| What you have to do |
Taking the lines below one at a time, count those with the string "FELSTEAD" and give the result alone.

| Data in this exercise |
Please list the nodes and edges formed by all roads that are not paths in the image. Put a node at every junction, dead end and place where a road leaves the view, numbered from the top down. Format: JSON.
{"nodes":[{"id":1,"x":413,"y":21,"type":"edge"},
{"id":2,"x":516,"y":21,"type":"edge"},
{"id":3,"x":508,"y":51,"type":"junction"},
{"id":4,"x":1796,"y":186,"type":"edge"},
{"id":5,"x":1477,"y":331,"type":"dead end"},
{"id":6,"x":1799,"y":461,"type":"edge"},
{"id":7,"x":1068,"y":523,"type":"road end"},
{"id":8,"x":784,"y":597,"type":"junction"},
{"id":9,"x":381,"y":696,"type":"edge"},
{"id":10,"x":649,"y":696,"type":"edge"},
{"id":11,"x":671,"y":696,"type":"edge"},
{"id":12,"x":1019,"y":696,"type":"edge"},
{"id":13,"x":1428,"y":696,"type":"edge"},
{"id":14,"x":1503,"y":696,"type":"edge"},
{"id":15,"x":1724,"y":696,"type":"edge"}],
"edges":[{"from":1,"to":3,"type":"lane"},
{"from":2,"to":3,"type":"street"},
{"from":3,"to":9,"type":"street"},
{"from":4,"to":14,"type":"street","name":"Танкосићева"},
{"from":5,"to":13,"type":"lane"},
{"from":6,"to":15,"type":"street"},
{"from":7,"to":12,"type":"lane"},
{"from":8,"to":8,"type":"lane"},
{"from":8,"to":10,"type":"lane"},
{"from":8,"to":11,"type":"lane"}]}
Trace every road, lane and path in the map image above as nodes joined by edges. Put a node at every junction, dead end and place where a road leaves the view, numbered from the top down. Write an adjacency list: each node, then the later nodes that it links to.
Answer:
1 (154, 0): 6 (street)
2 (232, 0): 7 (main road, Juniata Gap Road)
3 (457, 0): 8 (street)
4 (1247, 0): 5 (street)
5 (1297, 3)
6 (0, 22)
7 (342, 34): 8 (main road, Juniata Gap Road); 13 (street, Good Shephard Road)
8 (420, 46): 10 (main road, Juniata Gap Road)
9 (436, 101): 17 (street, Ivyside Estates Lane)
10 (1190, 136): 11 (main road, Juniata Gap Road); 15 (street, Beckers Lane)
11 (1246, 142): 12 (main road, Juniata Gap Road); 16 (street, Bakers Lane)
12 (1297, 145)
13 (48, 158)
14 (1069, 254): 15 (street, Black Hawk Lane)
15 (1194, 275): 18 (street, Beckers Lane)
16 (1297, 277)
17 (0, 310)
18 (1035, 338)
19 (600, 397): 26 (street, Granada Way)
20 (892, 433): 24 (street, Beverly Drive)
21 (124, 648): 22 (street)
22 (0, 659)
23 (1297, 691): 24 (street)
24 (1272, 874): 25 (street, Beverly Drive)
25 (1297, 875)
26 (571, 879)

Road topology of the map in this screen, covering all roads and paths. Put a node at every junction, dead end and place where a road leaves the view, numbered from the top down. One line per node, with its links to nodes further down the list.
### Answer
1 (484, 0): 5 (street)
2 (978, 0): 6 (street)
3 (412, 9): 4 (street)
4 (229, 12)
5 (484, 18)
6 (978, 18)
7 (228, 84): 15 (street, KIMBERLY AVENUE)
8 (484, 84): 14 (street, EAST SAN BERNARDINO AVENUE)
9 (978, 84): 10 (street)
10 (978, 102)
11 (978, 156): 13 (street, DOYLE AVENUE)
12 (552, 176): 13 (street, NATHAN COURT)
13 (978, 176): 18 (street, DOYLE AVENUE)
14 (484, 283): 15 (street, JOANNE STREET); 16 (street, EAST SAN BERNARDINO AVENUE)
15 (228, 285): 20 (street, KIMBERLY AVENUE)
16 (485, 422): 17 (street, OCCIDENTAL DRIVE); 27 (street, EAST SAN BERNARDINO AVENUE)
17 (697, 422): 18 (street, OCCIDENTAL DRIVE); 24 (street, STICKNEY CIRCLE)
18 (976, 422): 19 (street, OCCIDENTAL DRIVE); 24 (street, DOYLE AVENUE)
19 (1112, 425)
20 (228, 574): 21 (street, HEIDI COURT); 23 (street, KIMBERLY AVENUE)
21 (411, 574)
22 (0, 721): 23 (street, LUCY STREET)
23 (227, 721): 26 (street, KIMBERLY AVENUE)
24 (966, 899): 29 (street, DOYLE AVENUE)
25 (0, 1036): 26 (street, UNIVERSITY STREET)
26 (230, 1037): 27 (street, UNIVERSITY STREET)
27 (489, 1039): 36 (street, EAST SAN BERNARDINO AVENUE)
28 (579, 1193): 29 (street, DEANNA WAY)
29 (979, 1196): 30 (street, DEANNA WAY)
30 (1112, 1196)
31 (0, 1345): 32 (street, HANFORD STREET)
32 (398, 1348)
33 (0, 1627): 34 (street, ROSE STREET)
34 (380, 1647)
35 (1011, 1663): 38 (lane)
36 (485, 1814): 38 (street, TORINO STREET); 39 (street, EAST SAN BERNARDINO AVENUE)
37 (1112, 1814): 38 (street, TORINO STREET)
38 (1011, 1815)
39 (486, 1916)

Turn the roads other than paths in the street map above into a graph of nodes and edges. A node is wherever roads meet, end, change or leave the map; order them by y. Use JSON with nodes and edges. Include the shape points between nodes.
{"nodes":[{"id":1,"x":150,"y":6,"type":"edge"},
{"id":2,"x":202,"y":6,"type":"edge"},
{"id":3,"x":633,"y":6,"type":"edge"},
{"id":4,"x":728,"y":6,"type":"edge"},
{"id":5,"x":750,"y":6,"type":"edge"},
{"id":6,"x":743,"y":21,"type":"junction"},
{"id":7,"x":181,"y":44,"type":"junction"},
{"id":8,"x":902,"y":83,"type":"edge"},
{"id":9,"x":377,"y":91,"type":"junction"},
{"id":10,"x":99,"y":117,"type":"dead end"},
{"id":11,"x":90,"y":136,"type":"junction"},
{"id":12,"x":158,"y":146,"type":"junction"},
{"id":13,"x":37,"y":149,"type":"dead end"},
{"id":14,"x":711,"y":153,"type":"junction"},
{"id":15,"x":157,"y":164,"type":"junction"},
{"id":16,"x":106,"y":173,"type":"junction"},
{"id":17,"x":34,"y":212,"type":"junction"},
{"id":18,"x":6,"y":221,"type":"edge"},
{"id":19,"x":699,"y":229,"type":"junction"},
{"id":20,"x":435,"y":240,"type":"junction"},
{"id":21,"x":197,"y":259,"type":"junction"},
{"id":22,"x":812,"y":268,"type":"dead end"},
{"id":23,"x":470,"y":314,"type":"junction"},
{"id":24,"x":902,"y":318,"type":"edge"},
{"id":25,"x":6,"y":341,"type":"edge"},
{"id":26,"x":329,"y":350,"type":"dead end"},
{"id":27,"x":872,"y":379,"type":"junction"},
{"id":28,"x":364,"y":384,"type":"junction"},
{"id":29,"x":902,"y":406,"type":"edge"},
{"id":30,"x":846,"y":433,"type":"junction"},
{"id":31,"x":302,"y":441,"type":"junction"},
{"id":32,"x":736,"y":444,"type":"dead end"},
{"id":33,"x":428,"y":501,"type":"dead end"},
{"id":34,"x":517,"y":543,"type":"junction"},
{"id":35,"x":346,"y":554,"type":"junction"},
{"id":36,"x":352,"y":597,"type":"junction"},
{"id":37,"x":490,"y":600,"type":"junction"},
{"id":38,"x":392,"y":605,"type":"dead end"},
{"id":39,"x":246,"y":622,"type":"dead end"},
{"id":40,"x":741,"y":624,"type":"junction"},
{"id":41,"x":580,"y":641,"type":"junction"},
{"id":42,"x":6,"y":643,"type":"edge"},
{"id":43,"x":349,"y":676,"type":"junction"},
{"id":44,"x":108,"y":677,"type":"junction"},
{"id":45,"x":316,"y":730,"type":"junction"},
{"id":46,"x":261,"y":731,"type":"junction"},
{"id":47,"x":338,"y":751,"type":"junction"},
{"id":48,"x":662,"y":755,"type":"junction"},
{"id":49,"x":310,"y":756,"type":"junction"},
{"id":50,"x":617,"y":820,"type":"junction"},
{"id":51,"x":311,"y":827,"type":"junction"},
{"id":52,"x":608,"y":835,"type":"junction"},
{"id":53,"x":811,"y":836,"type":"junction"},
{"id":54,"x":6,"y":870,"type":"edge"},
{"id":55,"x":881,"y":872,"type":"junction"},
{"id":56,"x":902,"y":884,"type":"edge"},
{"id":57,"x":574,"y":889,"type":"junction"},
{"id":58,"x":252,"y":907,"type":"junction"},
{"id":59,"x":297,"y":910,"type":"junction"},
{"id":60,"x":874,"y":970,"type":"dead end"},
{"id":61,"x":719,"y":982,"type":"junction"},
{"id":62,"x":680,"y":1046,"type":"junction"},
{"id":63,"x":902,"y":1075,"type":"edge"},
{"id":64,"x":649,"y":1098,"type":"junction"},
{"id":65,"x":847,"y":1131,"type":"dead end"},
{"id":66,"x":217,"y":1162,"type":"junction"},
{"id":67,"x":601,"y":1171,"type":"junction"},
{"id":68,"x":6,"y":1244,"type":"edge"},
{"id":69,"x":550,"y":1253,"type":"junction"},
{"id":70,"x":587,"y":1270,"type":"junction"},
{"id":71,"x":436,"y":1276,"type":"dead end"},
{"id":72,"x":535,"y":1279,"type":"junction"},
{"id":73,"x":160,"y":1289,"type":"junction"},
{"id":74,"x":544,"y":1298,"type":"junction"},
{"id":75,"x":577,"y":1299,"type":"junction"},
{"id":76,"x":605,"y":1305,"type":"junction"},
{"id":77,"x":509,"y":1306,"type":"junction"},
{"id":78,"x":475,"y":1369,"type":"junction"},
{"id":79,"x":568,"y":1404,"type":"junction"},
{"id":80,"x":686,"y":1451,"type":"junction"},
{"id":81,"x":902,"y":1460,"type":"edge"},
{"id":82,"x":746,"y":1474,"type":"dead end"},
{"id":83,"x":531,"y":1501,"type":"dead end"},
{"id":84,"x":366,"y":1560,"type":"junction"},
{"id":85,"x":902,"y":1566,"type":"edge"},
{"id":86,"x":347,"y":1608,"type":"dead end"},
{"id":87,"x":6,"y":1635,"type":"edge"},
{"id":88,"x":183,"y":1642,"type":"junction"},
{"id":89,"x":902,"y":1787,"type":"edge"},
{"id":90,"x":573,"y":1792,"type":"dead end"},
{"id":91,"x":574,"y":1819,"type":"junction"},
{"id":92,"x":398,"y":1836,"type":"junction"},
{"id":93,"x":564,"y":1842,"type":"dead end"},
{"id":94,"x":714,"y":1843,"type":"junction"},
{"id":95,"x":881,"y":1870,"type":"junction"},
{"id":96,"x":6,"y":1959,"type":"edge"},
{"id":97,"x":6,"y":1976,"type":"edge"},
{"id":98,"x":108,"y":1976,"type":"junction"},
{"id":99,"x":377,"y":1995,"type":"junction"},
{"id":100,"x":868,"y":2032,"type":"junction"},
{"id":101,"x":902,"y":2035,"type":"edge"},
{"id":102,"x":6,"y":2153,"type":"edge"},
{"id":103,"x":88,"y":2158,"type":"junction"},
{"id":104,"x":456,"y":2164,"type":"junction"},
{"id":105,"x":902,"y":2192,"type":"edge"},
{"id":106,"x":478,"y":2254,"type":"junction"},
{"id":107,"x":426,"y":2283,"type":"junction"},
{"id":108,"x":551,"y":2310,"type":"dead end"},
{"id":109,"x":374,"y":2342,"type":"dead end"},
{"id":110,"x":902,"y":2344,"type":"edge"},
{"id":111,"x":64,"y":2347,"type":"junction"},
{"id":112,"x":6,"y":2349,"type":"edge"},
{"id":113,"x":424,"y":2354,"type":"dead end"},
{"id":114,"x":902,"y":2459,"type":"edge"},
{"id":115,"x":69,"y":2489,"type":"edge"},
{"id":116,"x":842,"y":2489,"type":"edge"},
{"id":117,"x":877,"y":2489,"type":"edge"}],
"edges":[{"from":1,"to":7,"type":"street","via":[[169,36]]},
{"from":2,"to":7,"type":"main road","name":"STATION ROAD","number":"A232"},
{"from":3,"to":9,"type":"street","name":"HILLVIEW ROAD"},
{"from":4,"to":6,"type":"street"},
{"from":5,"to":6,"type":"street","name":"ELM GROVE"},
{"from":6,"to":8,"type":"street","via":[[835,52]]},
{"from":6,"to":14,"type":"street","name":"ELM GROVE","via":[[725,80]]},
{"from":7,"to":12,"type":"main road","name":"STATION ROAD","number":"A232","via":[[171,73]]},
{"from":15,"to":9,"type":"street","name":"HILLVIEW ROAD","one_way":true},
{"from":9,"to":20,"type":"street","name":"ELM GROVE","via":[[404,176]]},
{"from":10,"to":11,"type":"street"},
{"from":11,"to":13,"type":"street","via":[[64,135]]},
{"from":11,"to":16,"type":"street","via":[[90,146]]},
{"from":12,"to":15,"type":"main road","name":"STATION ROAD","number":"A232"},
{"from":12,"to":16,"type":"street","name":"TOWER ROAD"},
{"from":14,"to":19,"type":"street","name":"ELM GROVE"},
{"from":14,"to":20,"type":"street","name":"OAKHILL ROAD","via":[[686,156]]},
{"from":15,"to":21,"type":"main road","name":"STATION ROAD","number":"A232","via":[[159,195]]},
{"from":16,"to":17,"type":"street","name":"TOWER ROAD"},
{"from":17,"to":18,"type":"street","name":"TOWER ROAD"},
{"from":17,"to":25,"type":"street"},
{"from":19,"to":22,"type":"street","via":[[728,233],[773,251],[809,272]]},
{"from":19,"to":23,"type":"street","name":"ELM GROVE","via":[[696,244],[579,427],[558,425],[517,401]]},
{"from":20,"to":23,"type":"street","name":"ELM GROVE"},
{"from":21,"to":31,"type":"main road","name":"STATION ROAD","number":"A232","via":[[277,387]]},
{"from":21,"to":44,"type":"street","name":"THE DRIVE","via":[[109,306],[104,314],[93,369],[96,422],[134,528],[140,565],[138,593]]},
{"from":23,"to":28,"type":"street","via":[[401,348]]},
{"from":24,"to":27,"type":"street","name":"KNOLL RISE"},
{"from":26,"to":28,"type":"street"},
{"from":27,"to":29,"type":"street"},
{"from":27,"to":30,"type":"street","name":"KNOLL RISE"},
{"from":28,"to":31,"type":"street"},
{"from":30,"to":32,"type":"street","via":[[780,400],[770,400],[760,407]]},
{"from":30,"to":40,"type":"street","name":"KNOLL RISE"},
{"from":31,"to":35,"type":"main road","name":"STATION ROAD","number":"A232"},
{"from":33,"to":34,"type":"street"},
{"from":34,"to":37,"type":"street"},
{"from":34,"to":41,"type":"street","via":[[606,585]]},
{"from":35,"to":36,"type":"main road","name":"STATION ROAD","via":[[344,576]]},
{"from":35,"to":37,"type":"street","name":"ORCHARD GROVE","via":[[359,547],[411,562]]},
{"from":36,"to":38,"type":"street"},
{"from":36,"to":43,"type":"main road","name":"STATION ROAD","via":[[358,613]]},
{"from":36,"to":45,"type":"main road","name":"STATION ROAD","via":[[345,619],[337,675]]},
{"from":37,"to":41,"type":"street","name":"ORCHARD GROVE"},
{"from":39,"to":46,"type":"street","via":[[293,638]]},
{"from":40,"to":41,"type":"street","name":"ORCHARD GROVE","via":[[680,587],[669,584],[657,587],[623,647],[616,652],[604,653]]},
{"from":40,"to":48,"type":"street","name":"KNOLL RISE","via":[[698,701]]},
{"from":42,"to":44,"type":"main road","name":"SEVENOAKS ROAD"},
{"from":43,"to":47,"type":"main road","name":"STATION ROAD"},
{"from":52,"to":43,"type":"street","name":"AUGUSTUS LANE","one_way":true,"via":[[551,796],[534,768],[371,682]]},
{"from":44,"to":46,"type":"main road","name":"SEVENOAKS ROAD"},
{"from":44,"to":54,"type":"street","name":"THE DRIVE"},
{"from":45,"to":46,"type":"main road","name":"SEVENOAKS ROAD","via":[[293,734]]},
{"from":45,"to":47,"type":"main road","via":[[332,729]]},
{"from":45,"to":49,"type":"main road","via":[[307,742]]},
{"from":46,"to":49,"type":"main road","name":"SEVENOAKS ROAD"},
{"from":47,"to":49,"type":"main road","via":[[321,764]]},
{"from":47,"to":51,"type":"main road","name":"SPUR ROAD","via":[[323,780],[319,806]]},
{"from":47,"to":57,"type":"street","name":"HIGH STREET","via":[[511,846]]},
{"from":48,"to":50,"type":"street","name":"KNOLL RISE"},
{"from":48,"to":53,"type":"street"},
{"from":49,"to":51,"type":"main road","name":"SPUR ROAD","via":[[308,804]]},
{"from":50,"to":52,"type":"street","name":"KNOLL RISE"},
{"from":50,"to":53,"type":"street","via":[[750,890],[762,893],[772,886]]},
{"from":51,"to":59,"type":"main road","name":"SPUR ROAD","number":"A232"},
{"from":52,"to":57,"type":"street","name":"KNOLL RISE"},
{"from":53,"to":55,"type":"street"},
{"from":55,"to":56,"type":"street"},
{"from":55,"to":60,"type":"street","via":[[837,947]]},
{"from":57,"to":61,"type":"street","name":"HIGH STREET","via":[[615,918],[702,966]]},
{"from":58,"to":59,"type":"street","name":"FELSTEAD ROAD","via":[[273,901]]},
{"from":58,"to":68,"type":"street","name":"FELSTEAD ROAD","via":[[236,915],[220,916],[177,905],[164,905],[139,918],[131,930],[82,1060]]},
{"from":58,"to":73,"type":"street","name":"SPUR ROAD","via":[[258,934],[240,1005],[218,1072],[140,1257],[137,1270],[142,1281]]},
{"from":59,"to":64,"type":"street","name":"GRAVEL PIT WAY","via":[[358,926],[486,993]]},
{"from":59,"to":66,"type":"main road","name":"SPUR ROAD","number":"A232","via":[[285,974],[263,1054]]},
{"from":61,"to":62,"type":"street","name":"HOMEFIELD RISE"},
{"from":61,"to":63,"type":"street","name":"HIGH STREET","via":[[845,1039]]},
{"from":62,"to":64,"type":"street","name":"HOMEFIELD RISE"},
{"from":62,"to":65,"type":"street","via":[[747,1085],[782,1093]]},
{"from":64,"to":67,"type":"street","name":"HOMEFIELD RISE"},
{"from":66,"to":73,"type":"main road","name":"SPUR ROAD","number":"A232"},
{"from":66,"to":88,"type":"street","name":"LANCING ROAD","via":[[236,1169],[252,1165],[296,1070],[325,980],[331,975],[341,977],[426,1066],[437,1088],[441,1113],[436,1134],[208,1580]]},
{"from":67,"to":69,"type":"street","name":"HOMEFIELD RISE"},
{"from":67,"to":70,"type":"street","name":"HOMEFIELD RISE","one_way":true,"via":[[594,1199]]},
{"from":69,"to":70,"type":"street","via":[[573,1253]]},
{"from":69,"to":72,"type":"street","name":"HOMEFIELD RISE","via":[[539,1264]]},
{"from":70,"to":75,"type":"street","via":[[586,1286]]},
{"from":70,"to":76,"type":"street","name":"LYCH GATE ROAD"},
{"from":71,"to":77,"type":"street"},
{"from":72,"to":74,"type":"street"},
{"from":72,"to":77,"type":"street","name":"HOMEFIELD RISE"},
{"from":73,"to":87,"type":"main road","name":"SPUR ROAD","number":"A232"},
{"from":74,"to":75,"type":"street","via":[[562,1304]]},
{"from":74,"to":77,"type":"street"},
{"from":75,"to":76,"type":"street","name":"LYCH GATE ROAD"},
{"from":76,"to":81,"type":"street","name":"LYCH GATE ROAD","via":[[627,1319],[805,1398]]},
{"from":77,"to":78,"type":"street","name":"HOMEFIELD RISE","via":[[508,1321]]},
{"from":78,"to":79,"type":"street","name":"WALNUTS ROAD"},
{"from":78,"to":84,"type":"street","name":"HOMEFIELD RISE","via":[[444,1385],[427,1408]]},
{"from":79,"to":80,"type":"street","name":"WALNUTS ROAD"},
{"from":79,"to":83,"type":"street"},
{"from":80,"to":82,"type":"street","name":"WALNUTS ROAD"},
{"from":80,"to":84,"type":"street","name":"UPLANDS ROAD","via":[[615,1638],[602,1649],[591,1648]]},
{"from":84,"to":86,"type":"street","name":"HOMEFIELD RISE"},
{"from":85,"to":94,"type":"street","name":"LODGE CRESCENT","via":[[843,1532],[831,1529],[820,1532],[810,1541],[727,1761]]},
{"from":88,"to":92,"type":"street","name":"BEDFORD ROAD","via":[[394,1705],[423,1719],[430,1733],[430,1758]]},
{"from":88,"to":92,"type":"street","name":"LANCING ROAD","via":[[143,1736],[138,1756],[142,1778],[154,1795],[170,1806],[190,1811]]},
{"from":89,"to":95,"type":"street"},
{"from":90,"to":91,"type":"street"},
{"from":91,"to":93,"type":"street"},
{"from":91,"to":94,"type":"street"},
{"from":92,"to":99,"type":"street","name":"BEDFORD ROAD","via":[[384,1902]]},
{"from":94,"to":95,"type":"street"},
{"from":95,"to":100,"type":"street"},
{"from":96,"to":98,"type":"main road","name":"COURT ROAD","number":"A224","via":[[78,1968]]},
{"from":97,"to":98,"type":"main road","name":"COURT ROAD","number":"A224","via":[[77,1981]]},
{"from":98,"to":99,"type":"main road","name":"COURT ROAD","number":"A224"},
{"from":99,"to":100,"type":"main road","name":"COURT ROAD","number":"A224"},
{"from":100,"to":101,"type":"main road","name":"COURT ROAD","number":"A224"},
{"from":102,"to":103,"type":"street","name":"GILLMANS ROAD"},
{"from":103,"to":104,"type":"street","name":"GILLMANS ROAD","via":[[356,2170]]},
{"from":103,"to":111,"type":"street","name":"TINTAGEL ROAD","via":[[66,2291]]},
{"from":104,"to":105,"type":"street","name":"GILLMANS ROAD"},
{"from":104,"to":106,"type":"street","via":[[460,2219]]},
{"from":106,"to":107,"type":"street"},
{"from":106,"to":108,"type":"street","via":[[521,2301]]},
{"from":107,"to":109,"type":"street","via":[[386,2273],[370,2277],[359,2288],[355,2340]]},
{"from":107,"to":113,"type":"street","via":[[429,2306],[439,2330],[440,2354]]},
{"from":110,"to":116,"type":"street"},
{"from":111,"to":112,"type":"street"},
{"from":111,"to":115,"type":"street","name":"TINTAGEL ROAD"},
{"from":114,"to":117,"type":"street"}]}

| Your solution |
2